═══ Provided information

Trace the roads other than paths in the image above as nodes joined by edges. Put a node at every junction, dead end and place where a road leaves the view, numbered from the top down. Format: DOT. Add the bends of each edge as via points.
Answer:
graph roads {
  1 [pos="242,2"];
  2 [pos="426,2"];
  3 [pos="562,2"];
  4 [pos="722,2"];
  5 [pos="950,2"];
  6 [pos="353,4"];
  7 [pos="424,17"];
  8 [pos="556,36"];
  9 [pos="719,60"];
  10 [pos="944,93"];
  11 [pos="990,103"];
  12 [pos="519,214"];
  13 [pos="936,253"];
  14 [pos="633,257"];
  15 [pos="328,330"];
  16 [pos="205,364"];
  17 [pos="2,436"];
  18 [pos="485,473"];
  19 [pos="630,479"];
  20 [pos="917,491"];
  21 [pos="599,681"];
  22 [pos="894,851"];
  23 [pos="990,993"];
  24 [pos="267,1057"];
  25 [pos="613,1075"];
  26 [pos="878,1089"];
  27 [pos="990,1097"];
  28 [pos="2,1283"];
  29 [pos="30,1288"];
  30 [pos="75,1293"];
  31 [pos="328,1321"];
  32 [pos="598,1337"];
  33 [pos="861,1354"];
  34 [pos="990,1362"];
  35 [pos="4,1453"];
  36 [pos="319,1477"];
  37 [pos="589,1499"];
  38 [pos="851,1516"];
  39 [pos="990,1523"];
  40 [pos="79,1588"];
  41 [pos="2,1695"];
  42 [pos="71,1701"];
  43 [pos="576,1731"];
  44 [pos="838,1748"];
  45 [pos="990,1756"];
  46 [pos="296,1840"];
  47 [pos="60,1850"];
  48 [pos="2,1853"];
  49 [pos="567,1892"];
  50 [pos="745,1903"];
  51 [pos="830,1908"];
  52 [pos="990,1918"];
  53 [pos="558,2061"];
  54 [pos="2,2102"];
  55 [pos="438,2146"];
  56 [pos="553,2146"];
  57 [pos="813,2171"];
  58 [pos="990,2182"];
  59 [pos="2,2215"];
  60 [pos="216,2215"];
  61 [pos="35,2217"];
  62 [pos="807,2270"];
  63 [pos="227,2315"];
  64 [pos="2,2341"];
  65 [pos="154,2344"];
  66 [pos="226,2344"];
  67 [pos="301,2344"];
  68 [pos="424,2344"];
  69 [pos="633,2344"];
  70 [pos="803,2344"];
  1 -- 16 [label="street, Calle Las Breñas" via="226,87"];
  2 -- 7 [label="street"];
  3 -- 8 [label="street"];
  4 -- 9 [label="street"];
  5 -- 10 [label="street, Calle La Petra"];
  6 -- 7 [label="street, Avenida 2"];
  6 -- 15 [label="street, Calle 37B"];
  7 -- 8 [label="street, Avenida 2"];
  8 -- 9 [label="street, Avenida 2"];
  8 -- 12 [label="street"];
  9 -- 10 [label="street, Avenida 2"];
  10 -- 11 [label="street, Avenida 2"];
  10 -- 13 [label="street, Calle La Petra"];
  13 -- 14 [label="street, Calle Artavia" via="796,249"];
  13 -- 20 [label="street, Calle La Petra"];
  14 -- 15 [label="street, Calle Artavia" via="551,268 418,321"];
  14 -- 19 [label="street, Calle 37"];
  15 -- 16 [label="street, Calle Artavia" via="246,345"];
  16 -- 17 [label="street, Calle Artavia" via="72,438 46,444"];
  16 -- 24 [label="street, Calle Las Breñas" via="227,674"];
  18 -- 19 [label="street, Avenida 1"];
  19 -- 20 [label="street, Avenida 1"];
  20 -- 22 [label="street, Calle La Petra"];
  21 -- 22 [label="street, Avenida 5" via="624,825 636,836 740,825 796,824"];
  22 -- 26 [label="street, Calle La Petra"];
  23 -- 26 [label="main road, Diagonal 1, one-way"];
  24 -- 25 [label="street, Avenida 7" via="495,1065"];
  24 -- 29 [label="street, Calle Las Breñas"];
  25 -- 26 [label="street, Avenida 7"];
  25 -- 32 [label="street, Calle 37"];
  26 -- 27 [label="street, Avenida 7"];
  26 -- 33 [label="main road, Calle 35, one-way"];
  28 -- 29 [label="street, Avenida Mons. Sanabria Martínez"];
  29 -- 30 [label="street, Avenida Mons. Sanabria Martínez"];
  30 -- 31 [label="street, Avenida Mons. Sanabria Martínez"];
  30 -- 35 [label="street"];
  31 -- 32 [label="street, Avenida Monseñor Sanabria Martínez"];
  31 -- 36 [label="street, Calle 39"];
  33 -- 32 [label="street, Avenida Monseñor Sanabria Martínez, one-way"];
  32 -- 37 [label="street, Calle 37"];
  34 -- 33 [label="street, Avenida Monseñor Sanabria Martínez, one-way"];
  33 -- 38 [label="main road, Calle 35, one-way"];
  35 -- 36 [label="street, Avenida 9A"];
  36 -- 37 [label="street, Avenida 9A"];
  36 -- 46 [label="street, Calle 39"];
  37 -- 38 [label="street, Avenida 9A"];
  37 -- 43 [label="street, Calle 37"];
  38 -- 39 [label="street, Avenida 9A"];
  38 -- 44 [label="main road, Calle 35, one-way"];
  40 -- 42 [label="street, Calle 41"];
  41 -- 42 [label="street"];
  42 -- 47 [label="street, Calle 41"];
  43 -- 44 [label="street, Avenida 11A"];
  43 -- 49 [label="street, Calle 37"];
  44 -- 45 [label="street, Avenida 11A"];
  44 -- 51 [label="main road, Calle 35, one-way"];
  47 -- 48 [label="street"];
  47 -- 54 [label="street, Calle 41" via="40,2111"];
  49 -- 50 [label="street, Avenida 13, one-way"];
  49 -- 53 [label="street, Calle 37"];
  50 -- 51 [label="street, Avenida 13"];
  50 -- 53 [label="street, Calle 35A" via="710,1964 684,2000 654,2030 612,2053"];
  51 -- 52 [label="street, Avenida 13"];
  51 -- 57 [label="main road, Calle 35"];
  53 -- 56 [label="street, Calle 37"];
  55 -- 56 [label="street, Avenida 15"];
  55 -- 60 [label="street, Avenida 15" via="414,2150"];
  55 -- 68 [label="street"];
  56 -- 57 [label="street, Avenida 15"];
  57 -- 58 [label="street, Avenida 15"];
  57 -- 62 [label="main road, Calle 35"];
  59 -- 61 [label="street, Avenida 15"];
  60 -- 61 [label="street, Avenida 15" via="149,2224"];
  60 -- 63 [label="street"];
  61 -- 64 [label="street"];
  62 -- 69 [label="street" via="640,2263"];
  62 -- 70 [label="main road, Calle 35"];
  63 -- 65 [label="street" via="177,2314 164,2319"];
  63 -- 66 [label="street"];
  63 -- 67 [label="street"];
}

══════

## Task to carry out
Copy every line above without changes.

## Answer to this task
Trace the roads other than paths in the image above as nodes joined by edges. Put a node at every junction, dead end and place where a road leaves the view, numbered from the top down. Format: DOT. Add the bends of each edge as via points.
Answer:
graph roads {
  1 [pos="242,2"];
  2 [pos="426,2"];
  3 [pos="562,2"];
  4 [pos="722,2"];
  5 [pos="950,2"];
  6 [pos="353,4"];
  7 [pos="424,17"];
  8 [pos="556,36"];
  9 [pos="719,60"];
  10 [pos="944,93"];
  11 [pos="990,103"];
  12 [pos="519,214"];
  13 [pos="936,253"];
  14 [pos="633,257"];
  15 [pos="328,330"];
  16 [pos="205,364"];
  17 [pos="2,436"];
  18 [pos="485,473"];
  19 [pos="630,479"];
  20 [pos="917,491"];
  21 [pos="599,681"];
  22 [pos="894,851"];
  23 [pos="990,993"];
  24 [pos="267,1057"];
  25 [pos="613,1075"];
  26 [pos="878,1089"];
  27 [pos="990,1097"];
  28 [pos="2,1283"];
  29 [pos="30,1288"];
  30 [pos="75,1293"];
  31 [pos="328,1321"];
  32 [pos="598,1337"];
  33 [pos="861,1354"];
  34 [pos="990,1362"];
  35 [pos="4,1453"];
  36 [pos="319,1477"];
  37 [pos="589,1499"];
  38 [pos="851,1516"];
  39 [pos="990,1523"];
  40 [pos="79,1588"];
  41 [pos="2,1695"];
  42 [pos="71,1701"];
  43 [pos="576,1731"];
  44 [pos="838,1748"];
  45 [pos="990,1756"];
  46 [pos="296,1840"];
  47 [pos="60,1850"];
  48 [pos="2,1853"];
  49 [pos="567,1892"];
  50 [pos="745,1903"];
  51 [pos="830,1908"];
  52 [pos="990,1918"];
  53 [pos="558,2061"];
  54 [pos="2,2102"];
  55 [pos="438,2146"];
  56 [pos="553,2146"];
  57 [pos="813,2171"];
  58 [pos="990,2182"];
  59 [pos="2,2215"];
  60 [pos="216,2215"];
  61 [pos="35,2217"];
  62 [pos="807,2270"];
  63 [pos="227,2315"];
  64 [pos="2,2341"];
  65 [pos="154,2344"];
  66 [pos="226,2344"];
  67 [pos="301,2344"];
  68 [pos="424,2344"];
  69 [pos="633,2344"];
  70 [pos="803,2344"];
  1 -- 16 [label="street, Calle Las Breñas" via="226,87"];
  2 -- 7 [label="street"];
  3 -- 8 [label="street"];
  4 -- 9 [label="street"];
  5 -- 10 [label="street, Calle La Petra"];
  6 -- 7 [label="street, Avenida 2"];
  6 -- 15 [label="street, Calle 37B"];
  7 -- 8 [label="street, Avenida 2"];
  8 -- 9 [label="street, Avenida 2"];
  8 -- 12 [label="street"];
  9 -- 10 [label="street, Avenida 2"];
  10 -- 11 [label="street, Avenida 2"];
  10 -- 13 [label="street, Calle La Petra"];
  13 -- 14 [label="street, Calle Artavia" via="796,249"];
  13 -- 20 [label="street, Calle La Petra"];
  14 -- 15 [label="street, Calle Artavia" via="551,268 418,321"];
  14 -- 19 [label="street, Calle 37"];
  15 -- 16 [label="street, Calle Artavia" via="246,345"];
  16 -- 17 [label="street, Calle Artavia" via="72,438 46,444"];
  16 -- 24 [label="street, Calle Las Breñas" via="227,674"];
  18 -- 19 [label="street, Avenida 1"];
  19 -- 20 [label="street, Avenida 1"];
  20 -- 22 [label="street, Calle La Petra"];
  21 -- 22 [label="street, Avenida 5" via="624,825 636,836 740,825 796,824"];
  22 -- 26 [label="street, Calle La Petra"];
  23 -- 26 [label="main road, Diagonal 1, one-way"];
  24 -- 25 [label="street, Avenida 7" via="495,1065"];
  24 -- 29 [label="street, Calle Las Breñas"];
  25 -- 26 [label="street, Avenida 7"];
  25 -- 32 [label="street, Calle 37"];
  26 -- 27 [label="street, Avenida 7"];
  26 -- 33 [label="main road, Calle 35, one-way"];
  28 -- 29 [label="street, Avenida Mons. Sanabria Martínez"];
  29 -- 30 [label="street, Avenida Mons. Sanabria Martínez"];
  30 -- 31 [label="street, Avenida Mons. Sanabria Martínez"];
  30 -- 35 [label="street"];
  31 -- 32 [label="street, Avenida Monseñor Sanabria Martínez"];
  31 -- 36 [label="street, Calle 39"];
  33 -- 32 [label="street, Avenida Monseñor Sanabria Martínez, one-way"];
  32 -- 37 [label="street, Calle 37"];
  34 -- 33 [label="street, Avenida Monseñor Sanabria Martínez, one-way"];
  33 -- 38 [label="main road, Calle 35, one-way"];
  35 -- 36 [label="street, Avenida 9A"];
  36 -- 37 [label="street, Avenida 9A"];
  36 -- 46 [label="street, Calle 39"];
  37 -- 38 [label="street, Avenida 9A"];
  37 -- 43 [label="street, Calle 37"];
  38 -- 39 [label="street, Avenida 9A"];
  38 -- 44 [label="main road, Calle 35, one-way"];
  40 -- 42 [label="street, Calle 41"];
  41 -- 42 [label="street"];
  42 -- 47 [label="street, Calle 41"];
  43 -- 44 [label="street, Avenida 11A"];
  43 -- 49 [label="street, Calle 37"];
  44 -- 45 [label="street, Avenida 11A"];
  44 -- 51 [label="main road, Calle 35, one-way"];
  47 -- 48 [label="street"];
  47 -- 54 [label="street, Calle 41" via="40,2111"];
  49 -- 50 [label="street, Avenida 13, one-way"];
  49 -- 53 [label="street, Calle 37"];
  50 -- 51 [label="street, Avenida 13"];
  50 -- 53 [label="street, Calle 35A" via="710,1964 684,2000 654,2030 612,2053"];
  51 -- 52 [label="street, Avenida 13"];
  51 -- 57 [label="main road, Calle 35"];
  53 -- 56 [label="street, Calle 37"];
  55 -- 56 [label="street, Avenida 15"];
  55 -- 60 [label="street, Avenida 15" via="414,2150"];
  55 -- 68 [label="street"];
  56 -- 57 [label="street, Avenida 15"];
  57 -- 58 [label="street, Avenida 15"];
  57 -- 62 [label="main road, Calle 35"];
  59 -- 61 [label="street, Avenida 15"];
  60 -- 61 [label="street, Avenida 15" via="149,2224"];
  60 -- 63 [label="street"];
  61 -- 64 [label="street"];
  62 -- 69 [label="street" via="640,2263"];
  62 -- 70 [label="main road, Calle 35"];
  63 -- 65 [label="street" via="177,2314 164,2319"];
  63 -- 66 [label="street"];
  63 -- 67 [label="street"];
}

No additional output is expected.